Re: Character folding in text editors

From: Eli Zaretskii <eliz_at_gnu.org>
Date: Sun, 21 Feb 2016 18:21:24 +0200

> From: "Doug Ewell" <doug_at_ewellic.org>
> Date: Sat, 20 Feb 2016 14:43:15 -0700
>
> > What about language-independent character-folding: where in the
> > Unicode database is the data for that?
>
> The OP kind of alluded to that: there is no such thing really as
> language-independent character folding.

Emacs is currently looking for a useful approximation, given that the
language of the text is in general unknown.
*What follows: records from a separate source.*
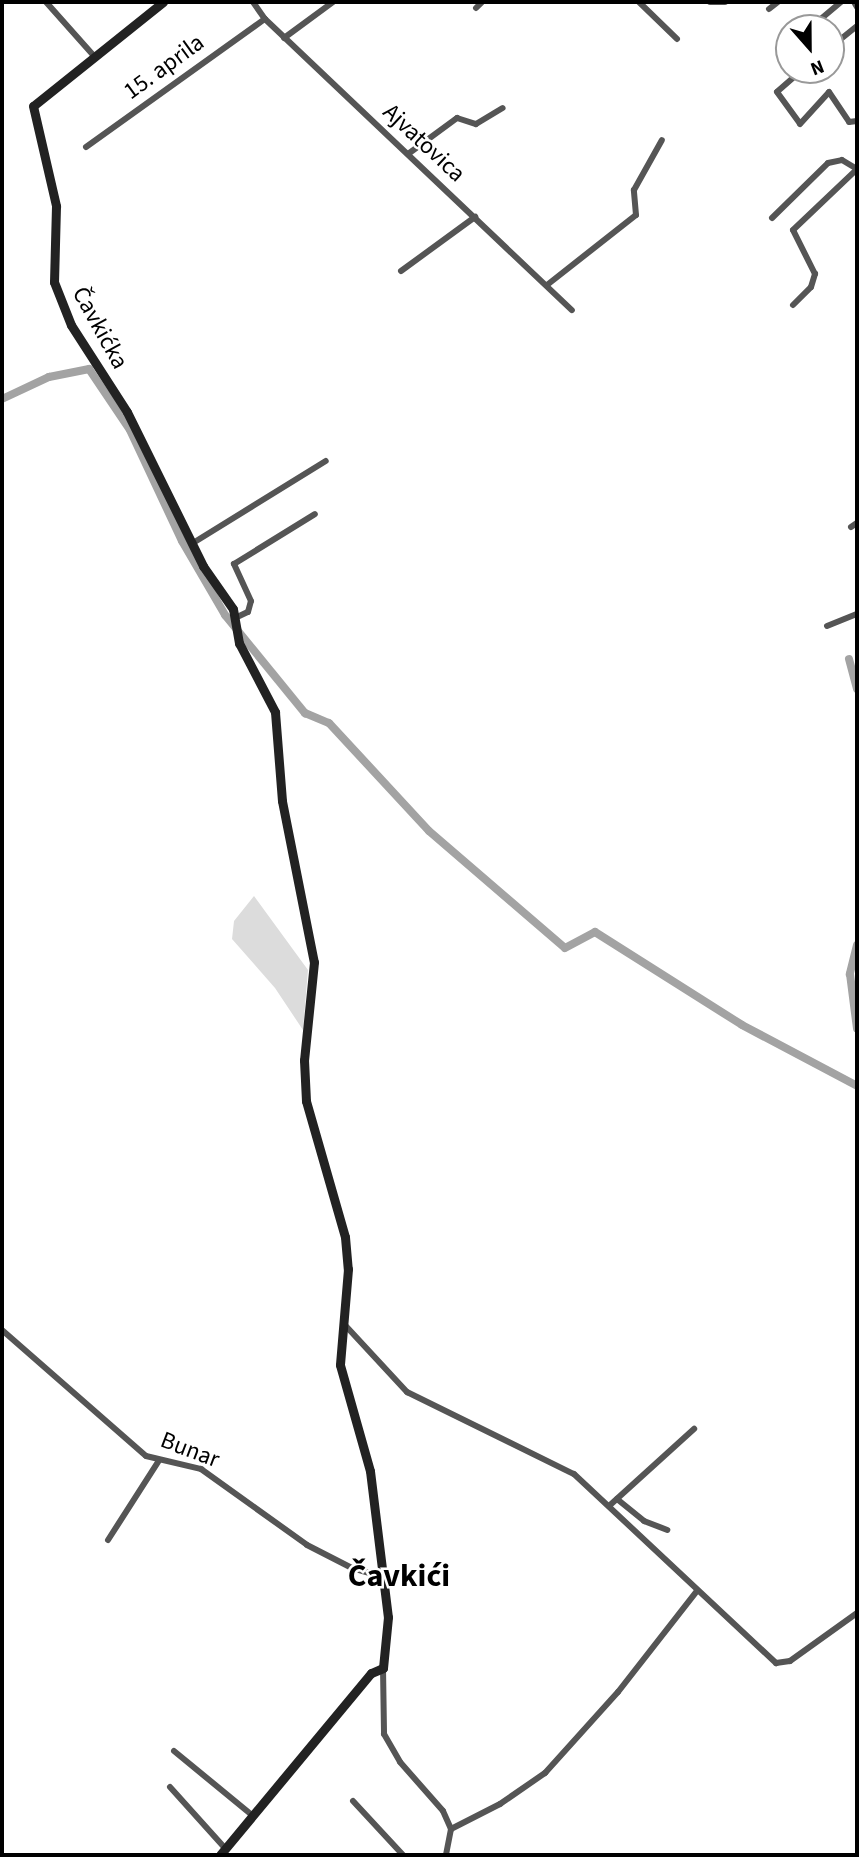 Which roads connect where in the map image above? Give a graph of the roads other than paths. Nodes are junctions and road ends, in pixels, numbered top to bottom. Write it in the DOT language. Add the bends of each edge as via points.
graph roads {
  1 [pos="46,2"];
  2 [pos="163,2"];
  3 [pos="253,2"];
  4 [pos="333,2"];
  5 [pos="482,2"];
  6 [pos="639,2"];
  7 [pos="710,2"];
  8 [pos="725,2"];
  9 [pos="778,2"];
  10 [pos="841,2"];
  11 [pos="854,2"];
  12 [pos="857,6"];
  13 [pos="476,8"];
  14 [pos="769,9"];
  15 [pos="827,14"];
  16 [pos="265,19"];
  17 [pos="284,38"];
  18 [pos="677,40"];
  19 [pos="94,56"];
  20 [pos="784,84"];
  21 [pos="503,108"];
  22 [pos="857,121"];
  23 [pos="662,140"];
  24 [pos="86,147"];
  25 [pos="408,154"];
  26 [pos="857,169"];
  27 [pos="475,217"];
  28 [pos="772,218"];
  29 [pos="401,271"];
  30 [pos="547,285"];
  31 [pos="793,305"];
  32 [pos="572,310"];
  33 [pos="326,461"];
  34 [pos="315,514"];
  35 [pos="193,543"];
  36 [pos="857,614"];
  37 [pos="236,620"];
  38 [pos="827,626"];
  39 [pos="344,1324"];
  40 [pos="2,1330"];
  41 [pos="694,1429"];
  42 [pos="158,1462"];
  43 [pos="617,1499"];
  44 [pos="609,1506"];
  45 [pos="667,1530"];
  46 [pos="108,1540"];
  47 [pos="383,1577"];
  48 [pos="697,1591"];
  49 [pos="857,1613"];
  50 [pos="383,1668"];
  51 [pos="174,1751"];
  52 [pos="170,1787"];
  53 [pos="353,1801"];
  54 [pos="253,1816"];
  55 [pos="451,1829"];
  56 [pos="223,1852"];
  57 [pos="402,1855"];
  58 [pos="446,1855"];
  1 -- 19 [label="street"];
  2 -- 19 [label="street, Čavkićka"];
  3 -- 16 [label="street, Ajvatovica"];
  4 -- 17 [label="street"];
  5 -- 13 [label="street"];
  6 -- 18 [label="street"];
  7 -- 8 [label="street"];
  9 -- 14 [label="street"];
  10 -- 15 [label="street"];
  11 -- 12 [label="street"];
  16 -- 17 [label="street, Ajvatovica"];
  16 -- 24 [label="street, 15. aprila"];
  17 -- 25 [label="street, Ajvatovica"];
  19 -- 35 [label="street, Čavkićka" via="33,106 56,206 54,282 67,317 127,412"];
  20 -- 22 [label="street" via="778,89 779,99 800,124 830,92 849,122"];
  21 -- 25 [label="street" via="476,124 455,119"];
  23 -- 30 [label="street" via="634,190 635,215"];
  25 -- 27 [label="street, Ajvatovica"];
  26 -- 28 [label="street" via="842,160 828,163"];
  26 -- 31 [label="street" via="793,230 815,274 811,287"];
  27 -- 29 [label="street"];
  27 -- 30 [label="street, Ajvatovica"];
  30 -- 32 [label="street, Ajvatovica"];
  33 -- 35 [label="street"];
  34 -- 37 [label="street" via="234,564 251,601 248,612"];
  35 -- 37 [label="street, Čavkićka"];
  36 -- 38 [label="street"];
  37 -- 39 [label="street" via="237,635 275,712 282,801 312,941 315,977 304,1060 306,1101 345,1237"];
  39 -- 44 [label="street" via="407,1392 546,1458 574,1474"];
  39 -- 47 [label="street" via="342,1383 370,1471"];
  40 -- 42 [label="street, Bunar"];
  41 -- 43 [label="street"];
  42 -- 46 [label="street"];
  42 -- 47 [label="street, Bunar" via="201,1469 307,1545 352,1568"];
  43 -- 44 [label="street"];
  43 -- 45 [label="street" via="644,1521"];
  44 -- 48 [label="street" via="633,1533 688,1576"];
  47 -- 50 [label="street" via="388,1617"];
  48 -- 49 [label="street" via="781,1665"];
  48 -- 55 [label="street" via="618,1692 545,1773 500,1804"];
  50 -- 54 [label="street" via="371,1673"];
  50 -- 55 [label="street" via="384,1734 400,1762 443,1811"];
  51 -- 54 [label="street"];
  52 -- 56 [label="street"];
  53 -- 57 [label="street"];
  54 -- 56 [label="street"];
  55 -- 58 [label="street"];
}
The folding can be
toggled off (either as a global default, or for the current search),
for those use cases where it is undesirable or gets in the way.

> About the closest approximation you can get using Unicode data alone
> (not CLDR) is to normalize to NFD, then ignore the combining diacritics.

This is what Emacs currently does, IIUC what you say. The NFD
normalization uses the decomposition data included with
UnicodeData.txt. Is this what you mean?

> But that still doesn't work for a character like ø, which doesn't
> decompose to o + anything

Why doesn't it, btw? Same question about ł.

I've heard an opinion that UnicodeData.txt only included
decompositions when the combining mark's glyphs don't overlap those of
the basic character. Is that correct?

> and more importantly, it still won't meet expectations because of
> the n/ñ and o/ö/ø language-dependency problems.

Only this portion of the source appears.